Clause 21. The system of clause 21, wherein the trigger event indicates a likelihood that the electronic stylus device will be used to provide input to the digitizer.

Clause 23. The system of clause 21, wherein the means for detecting the trigger event includes means for detecting the electronic stylus device during the power-saving search cycle.

Clause 24. The system of clause 21, wherein the means for detecting the trigger event includes means for receiving, via a radiofrequency communication channel, an identifier corresponding to the electronic stylus device.

Clause 25. The system of clause 21, wherein the means for detecting the trigger event includes: means for receiving, via a wireless communication channel, positioning information from the electronic stylus device; and means for determining, based on the positioning information, the trigger event, the trigger event including one or more of a predefined orientation of the electronic stylus device, a position of the electronic stylus device within a threshold distance to the digitizer, or a velocity of the electronic stylus device that exceeds a threshold velocity.

Clause 26. The system of clause 21, wherein the power-intensive search cycle includes a first number of stylus device search windows over a time period, the power-saving search cycle includes a second number of search windows over the time period, wherein the first number is greater than the second number.

Clause 27. The system of clause 21, wherein the power-intensive search cycle includes a number of stylus device search windows over a first time period, the power-saving search cycle includes the number of search windows over a second time period, wherein the second time period is longer than the first time period.

Some implementations may comprise an article of manufacture, which excludes software per se. An article of manufacture may comprise a tangible storage medium to store logic and/or data. Examples of a storage medium may include one or more types of computer-readable storage media capable of storing electronic data, including volatile memory or nonvolatile memory, removable or non-removable memory, erasable or non-erasable memory, writeable or re-writeable memory, and so forth. Examples of the logic may include various software elements, such as software components, programs, applications, computer programs, application programs, system programs, machine programs, operating system software, middleware, firmware, software modules, routines, subroutines, operation segments, methods, procedures, software interfaces, application program interfaces (API), instruction sets, computing code, computer code, code segments, computer code segments, words, values, symbols, or any combination thereof. In one implementation, for example, an article of manufacture may store executable computer program instructions that, when executed by a computer, cause the computer to perform methods and/or operations in accordance with the described embodiments. The executable computer program instructions may include any suitable types of code, such as source code, compiled code, interpreted code, executable code, static code, dynamic code, and the like. The executable computer program instructions may be implemented according to a predefined computer language, manner, or syntax, for instructing a computer to perform a certain operation segment. The instructions may be implemented using any suitable high-level, low-level, object-oriented, visual, compiled, and/or interpreted programming language.

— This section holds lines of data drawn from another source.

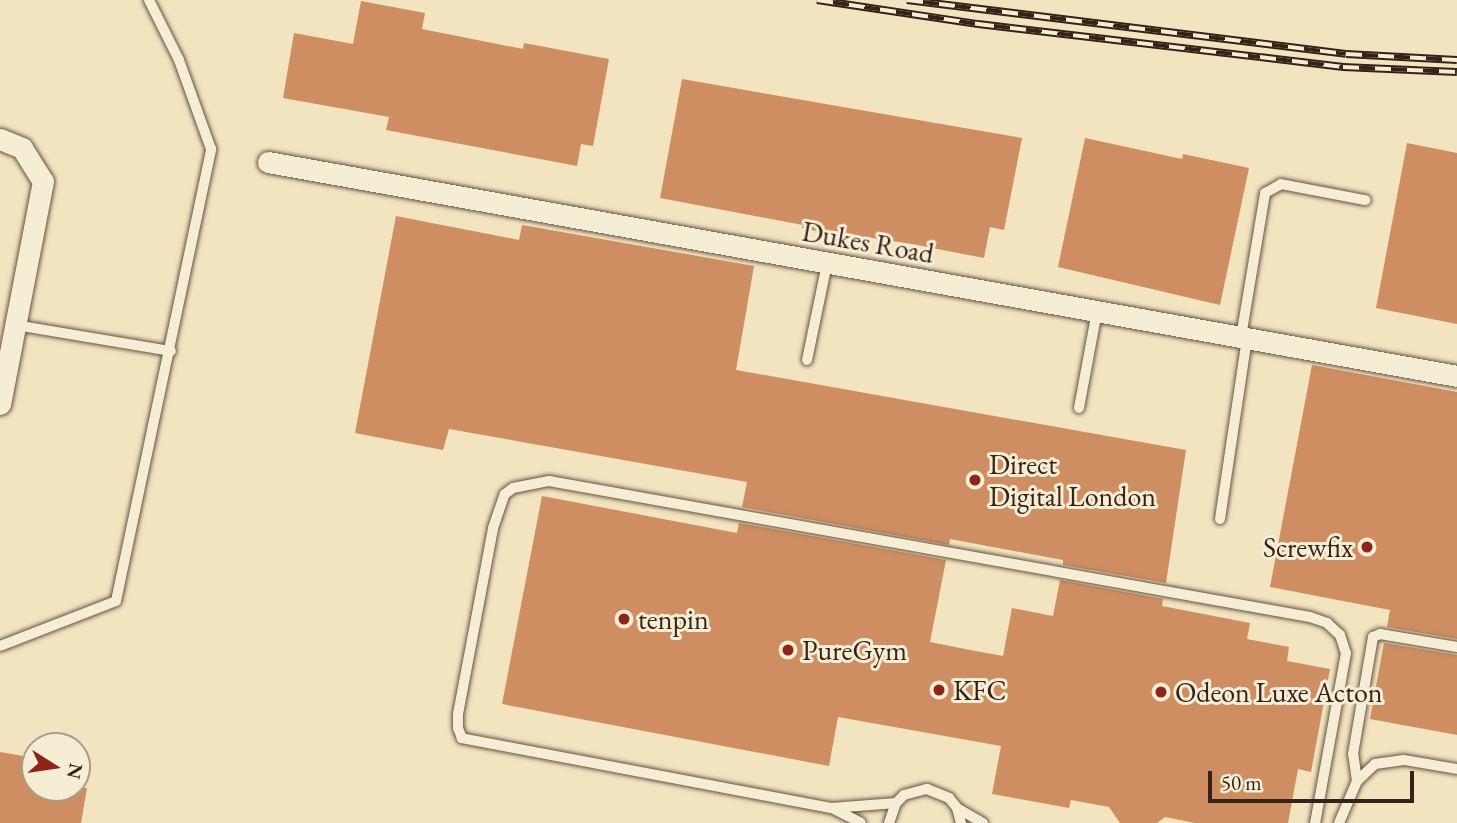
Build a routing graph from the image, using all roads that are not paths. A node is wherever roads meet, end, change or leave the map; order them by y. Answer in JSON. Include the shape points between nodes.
{"nodes":[{"id":1,"x":149,"y":0,"type":"edge"},
{"id":2,"x":0,"y":139,"type":"edge"},
{"id":3,"x":268,"y":162,"type":"dead end"},
{"id":4,"x":1365,"y":200,"type":"dead end"},
{"id":5,"x":827,"y":263,"type":"junction"},
{"id":6,"x":1097,"y":311,"type":"junction"},
{"id":7,"x":15,"y":325,"type":"junction"},
{"id":8,"x":1244,"y":338,"type":"junction"},
{"id":9,"x":171,"y":351,"type":"junction"},
{"id":10,"x":807,"y":360,"type":"dead end"},
{"id":11,"x":1457,"y":376,"type":"edge"},
{"id":12,"x":0,"y":404,"type":"edge"},
{"id":13,"x":1079,"y":408,"type":"dead end"},
{"id":14,"x":1220,"y":519,"type":"dead end"},
{"id":15,"x":0,"y":646,"type":"edge"},
{"id":16,"x":1457,"y":646,"type":"edge"},
{"id":17,"x":1455,"y":769,"type":"edge"},
{"id":18,"x":1357,"y":781,"type":"junction"},
{"id":19,"x":896,"y":803,"type":"junction"},
{"id":20,"x":831,"y":808,"type":"junction"},
{"id":21,"x":957,"y":808,"type":"junction"},
{"id":22,"x":861,"y":823,"type":"edge"},
{"id":23,"x":889,"y":823,"type":"edge"},
{"id":24,"x":961,"y":823,"type":"edge"},
{"id":25,"x":982,"y":823,"type":"edge"},
{"id":26,"x":1315,"y":823,"type":"edge"},
{"id":27,"x":1339,"y":823,"type":"edge"}],
"edges":[{"from":1,"to":9,"type":"lane","via":[[178,60],[211,149]]},
{"from":2,"to":7,"type":"street","via":[[22,148],[43,181]]},
{"from":3,"to":5,"type":"street","name":"Dukes Road"},
{"from":4,"to":8,"type":"lane","via":[[1281,184],[1265,193]]},
{"from":5,"to":6,"type":"street","name":"Dukes Road"},
{"from":5,"to":10,"type":"lane"},
{"from":6,"to":8,"type":"street","name":"Dukes Road"},
{"from":6,"to":13,"type":"lane"},
{"from":7,"to":9,"type":"lane"},
{"from":7,"to":12,"type":"street"},
{"from":8,"to":11,"type":"street","name":"Dukes Road"},
{"from":8,"to":14,"type":"lane"},
{"from":9,"to":15,"type":"lane","via":[[116,601]]},
{"from":16,"to":18,"type":"lane","via":[[1380,634],[1373,637],[1353,754]]},
{"from":17,"to":18,"type":"lane","via":[[1388,760],[1375,764]]},
{"from":18,"to":27,"type":"lane"},
{"from":19,"to":20,"type":"lane"},
{"from":19,"to":21,"type":"lane","via":[[915,790],[927,789],[941,793]]},
{"from":19,"to":23,"type":"lane"},
{"from":20,"to":22,"type":"lane"},
{"from":20,"to":26,"type":"lane","via":[[462,738],[458,713],[493,528],[505,494],[548,481],[1327,623],[1340,635],[1346,653]]},
{"from":21,"to":24,"type":"lane"},
{"from":21,"to":25,"type":"lane"}]}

The implementations described herein are implemented as logical steps in one or more computer systems. The logical operations may be implemented (1) as a sequence of processor-implemented steps executing in one or more computer systems and (2) as interconnected machine or circuit modules within one or more computer systems. The implementation is a matter of choice, dependent on the performance requirements of the computer system being utilized. Accordingly, the logical operations making up the implementations described herein are referred to variously as operations, steps, objects, or modules. Furthermore, it should be understood that logical operations may be performed in any order, unless explicitly claimed otherwise or a specific order is inherently necessitated by the claim language.